I'll take a stab, since this Chinese comedian gives me a lot of fun, too. Here it goes:
Hi Everybody. I'm Irish...
I read a report saying that a man reaches their (should be "his") sexual peak at age of 18. But I didn't know this until I was 25..., so the world would never know what a stud I was. Nobody took a bit of this peach when it was ripe.
I am not good at sports, but I like parallel parking, because, like sports, whenever (you do) parallel parking, the worse you're, the more people are rooting for you.
I'm an immigrant, and I used to drive this used car with a lot of bumper stickers that weren't possible to peel off.
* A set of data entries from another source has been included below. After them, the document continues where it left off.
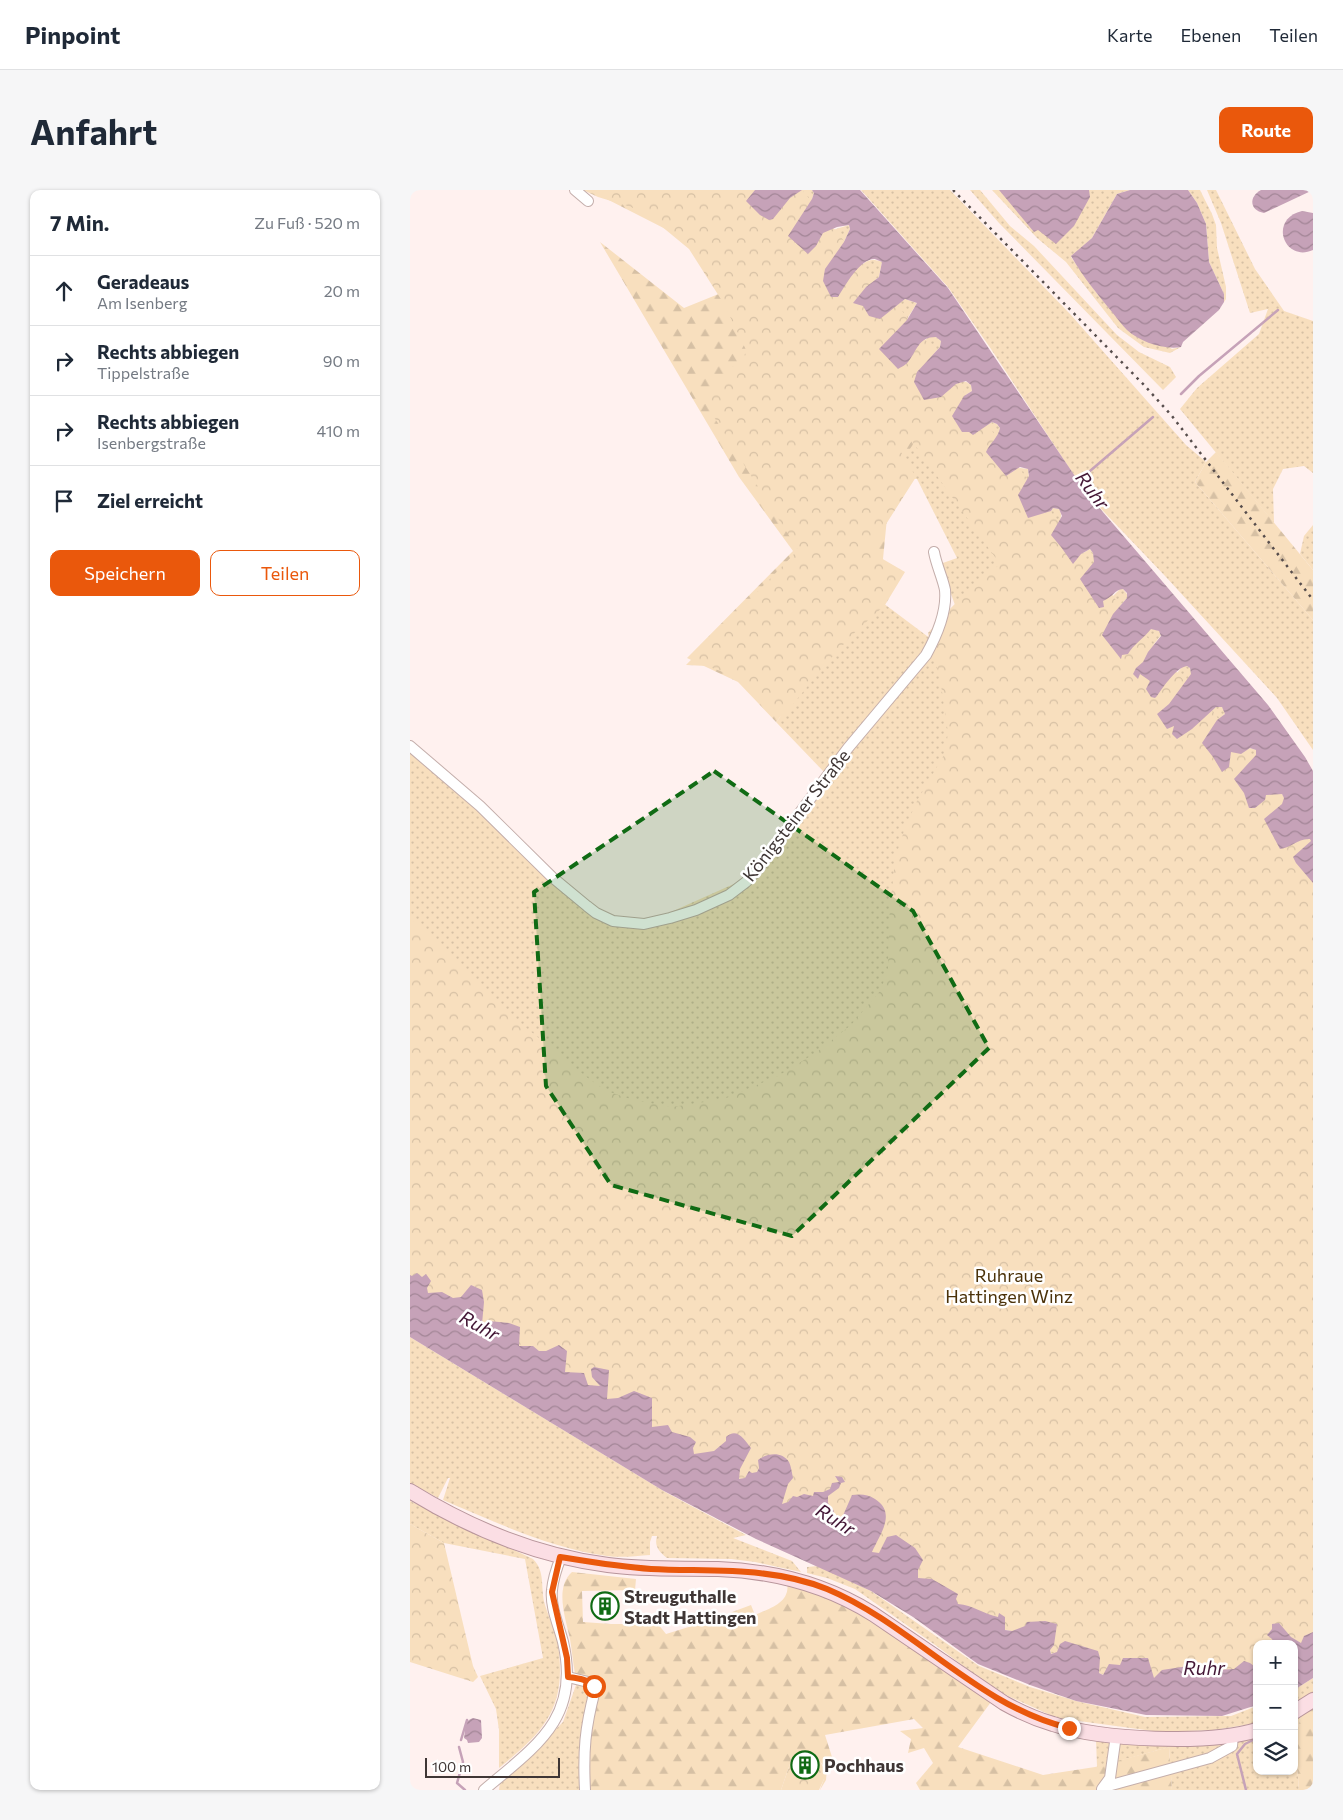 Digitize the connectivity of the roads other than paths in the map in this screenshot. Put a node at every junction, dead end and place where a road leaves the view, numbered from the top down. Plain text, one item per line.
1 (575, 190) edge
2 (588, 200) dead end
3 (934, 552) dead end
4 (410, 746) edge
5 (410, 1491) edge
6 (560, 1557) junction
7 (568, 1677) junction
8 (1313, 1700) edge
9 (1298, 1709) edge
10 (1253, 1731) edge
11 (1116, 1735) junction
12 (1233, 1736) junction
13 (1103, 1789) edge
14 (486, 1790) edge
15 (585, 1790) edge

1 - 2 street
3 - 4 street, Königsteiner Straße
5 - 6 main road
6 - 7 street
6 - 11 main road
7 - 14 street
7 - 15 street
8 - 9 main road
10 - 12 main road
11 - 12 main road
11 - 13 street
12 - 13 street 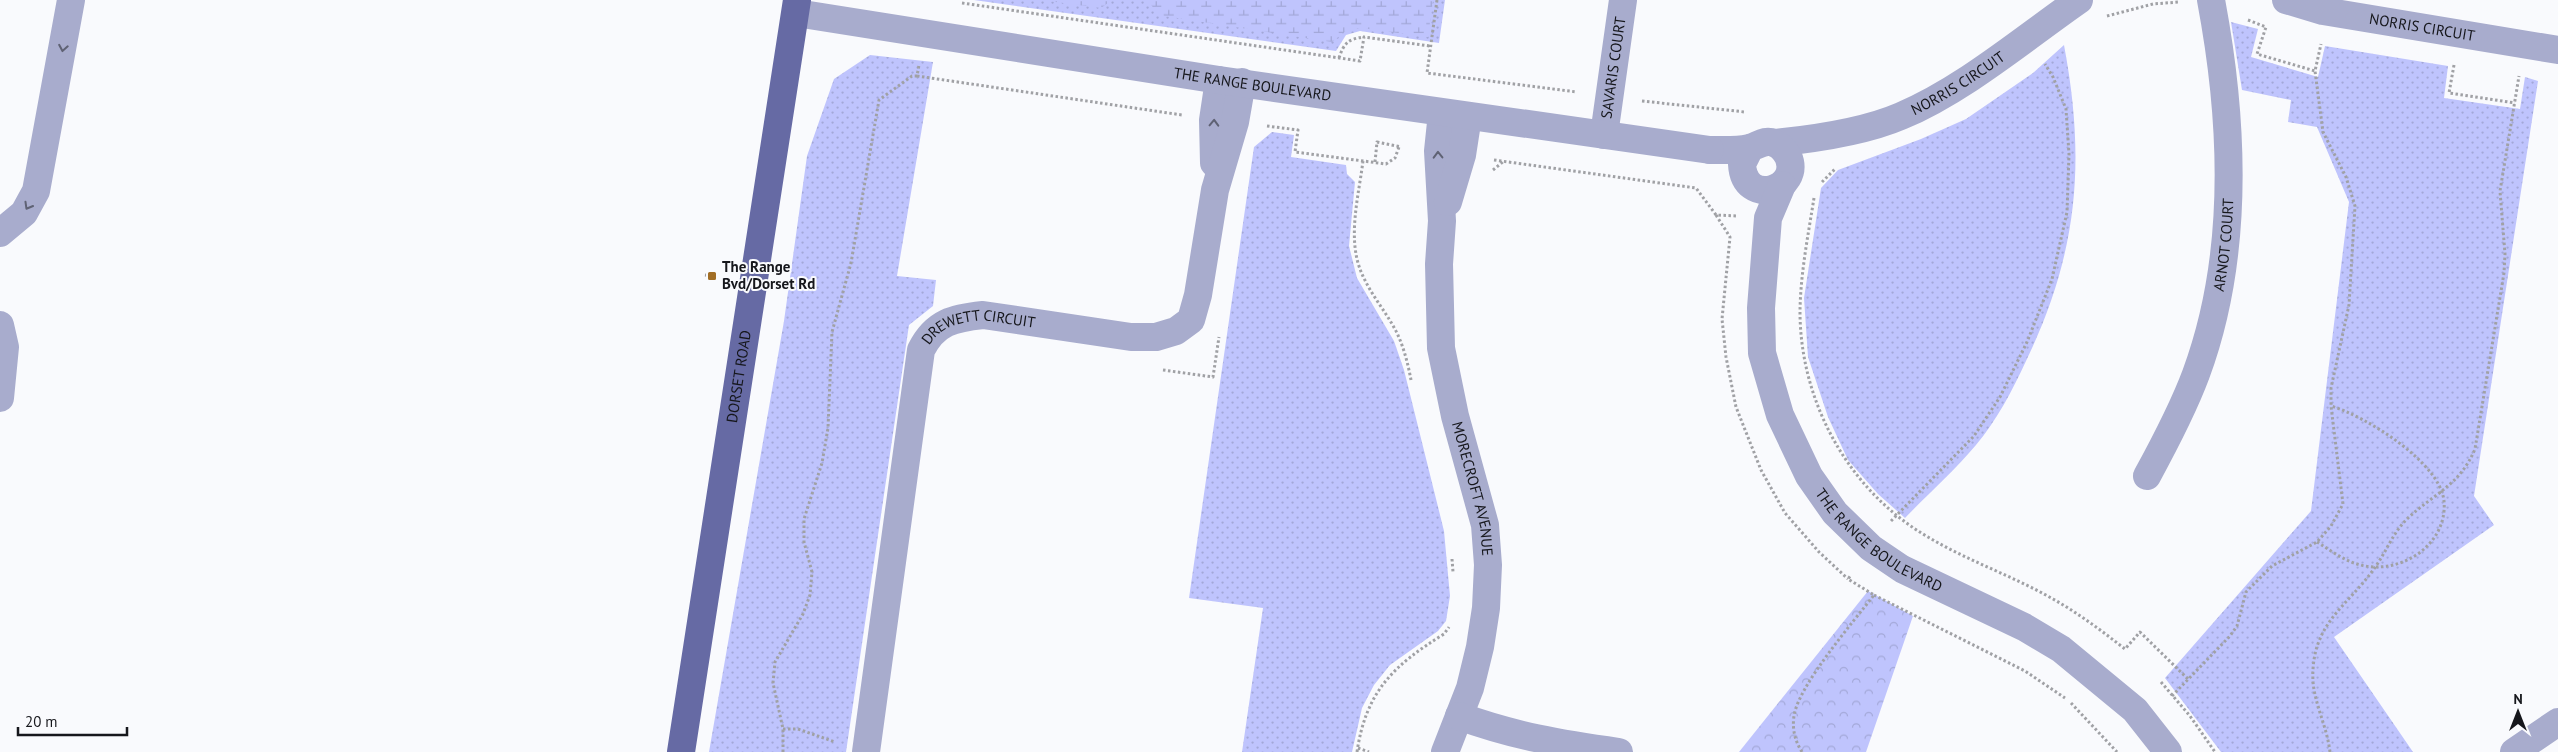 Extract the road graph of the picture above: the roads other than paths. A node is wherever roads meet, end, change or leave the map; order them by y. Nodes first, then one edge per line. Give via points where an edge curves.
1 (71, 0) edge
2 (1623, 0) edge
3 (2079, 0) edge
4 (2211, 0) edge
5 (2286, 0) edge
6 (797, 7) edge
7 (2558, 50) edge
8 (1230, 81) junction
9 (1455, 115) junction
10 (1604, 135) junction
11 (1823, 138) junction
12 (1762, 146) junction
13 (1710, 150) junction
14 (1784, 181) junction
15 (1748, 183) junction
16 (1768, 218) junction
17 (0, 233) edge
18 (0, 325) edge
19 (0, 398) edge
20 (2147, 476) dead end
21 (1459, 716) junction
22 (2558, 722) edge
23 (682, 752) edge
24 (866, 752) edge
25 (1445, 752) edge
26 (1619, 752) edge
27 (2168, 752) edge
28 (2514, 752) edge

1 -> 17 street via 36,191 24,213
2 - 10 street, SAVARIS COURT
3 - 11 street, NORRIS CIRCUIT via 1974,76 1900,116
4 - 20 street, ARNOT COURT via 2221,50 2229,127 2229,188 2223,254 2212,319 2196,373 2175,424
5 - 7 street, NORRIS CIRCUIT via 2323,11
6 - 8 street, THE RANGE BOULEVARD via 923,34
6 - 23 main road, DORSET ROAD
8 - 9 street, THE RANGE BOULEVARD
8 - 24 street, DREWETT CIRCUIT via 1198,295 1191,320 1176,331 1156,337 1131,337 983,315 959,318 928,335 921,350
9 - 10 street, THE RANGE BOULEVARD
9 - 21 street, MORECROFT AVENUE via 1439,264 1442,348 1455,416 1485,525 1488,565 1480,647
10 - 13 street, THE RANGE BOULEVARD
11 - 12 street, NORRIS CIRCUIT
11 - 14 street
12 - 13 street, THE RANGE BOULEVARD
12 - 14 street via 1781,147 1790,161
12 - 15 street via 1742,164
13 - 15 street
14 - 15 street via 1766,191
14 - 16 street, THE RANGE BOULEVARD
15 - 16 street
16 - 27 street, THE RANGE BOULEVARD via 1761,308 1762,353 1780,416 1809,476 1836,513 1871,548 1902,569 2024,627 2061,649 2135,710
18 - 19 street via 5,347
21 - 25 street, MORECROFT AVENUE
21 - 26 street via 1545,742
22 - 28 street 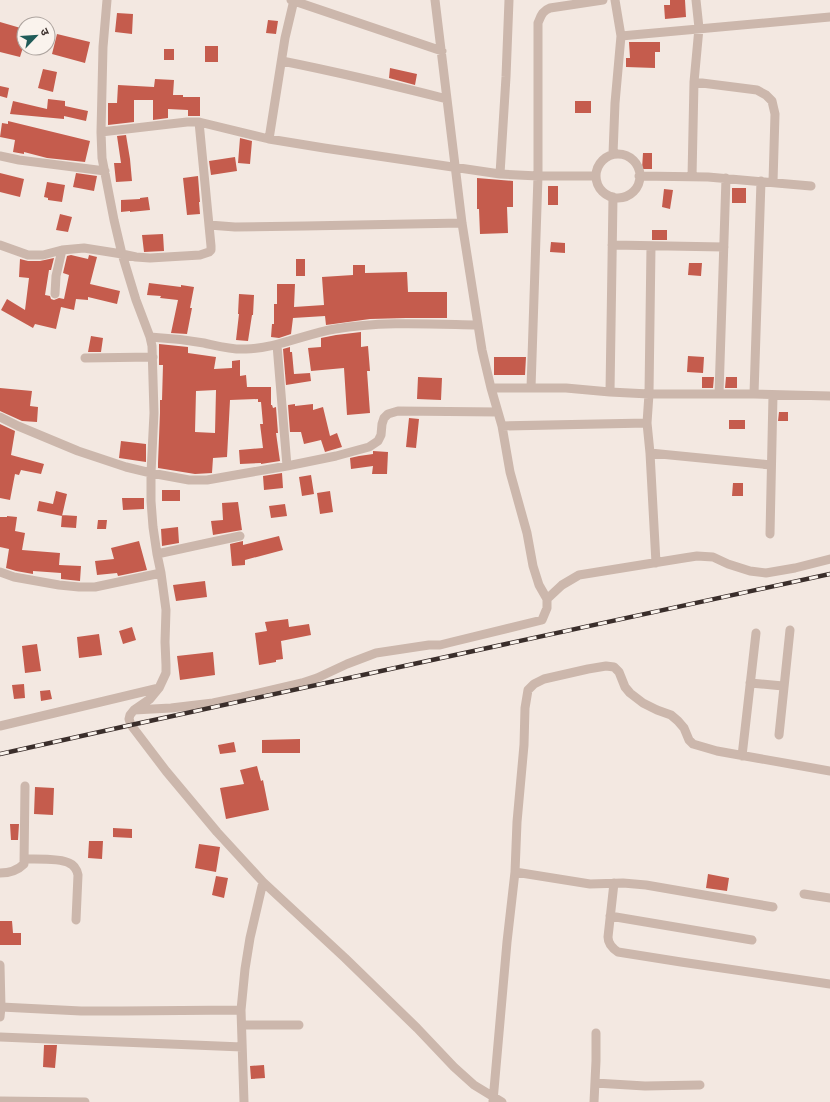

And one of them said: if you don't speak English, go home. And I didn't notice it for two years.
I tried really hard to become a US citizen, and I had to take these American History lessons where they asked questions like: Who is President Franklin. (I was) like, ah...the reason our convenience store gets robbed? What's the Second Amendment? (I was Like) ah... the reason our convenience store gets robbed? What is Roe v. Wade? Like... two ways of coming to the United States?
I have a family now, but I used to be really scared about marriage. I was like... 50% of all marriages end up lasting forever.
I just had the first child last year and I was really amazed by it, you know. I was at the delivery room, holding up my son, (and) thinking it myself: Wow, he was just born, and he's already a US citizen. So, sort of, uh..., do you even know who President Franlin (is)?
Now I have a sing on my car that simply says: Baby, I'm bored. That sign is basically a threat. It just says (that) I'm having a screaming baby and a nagging wife, and I'm not afraid of dying any more.
Thank you very much...
Hope you'll enjoy the show.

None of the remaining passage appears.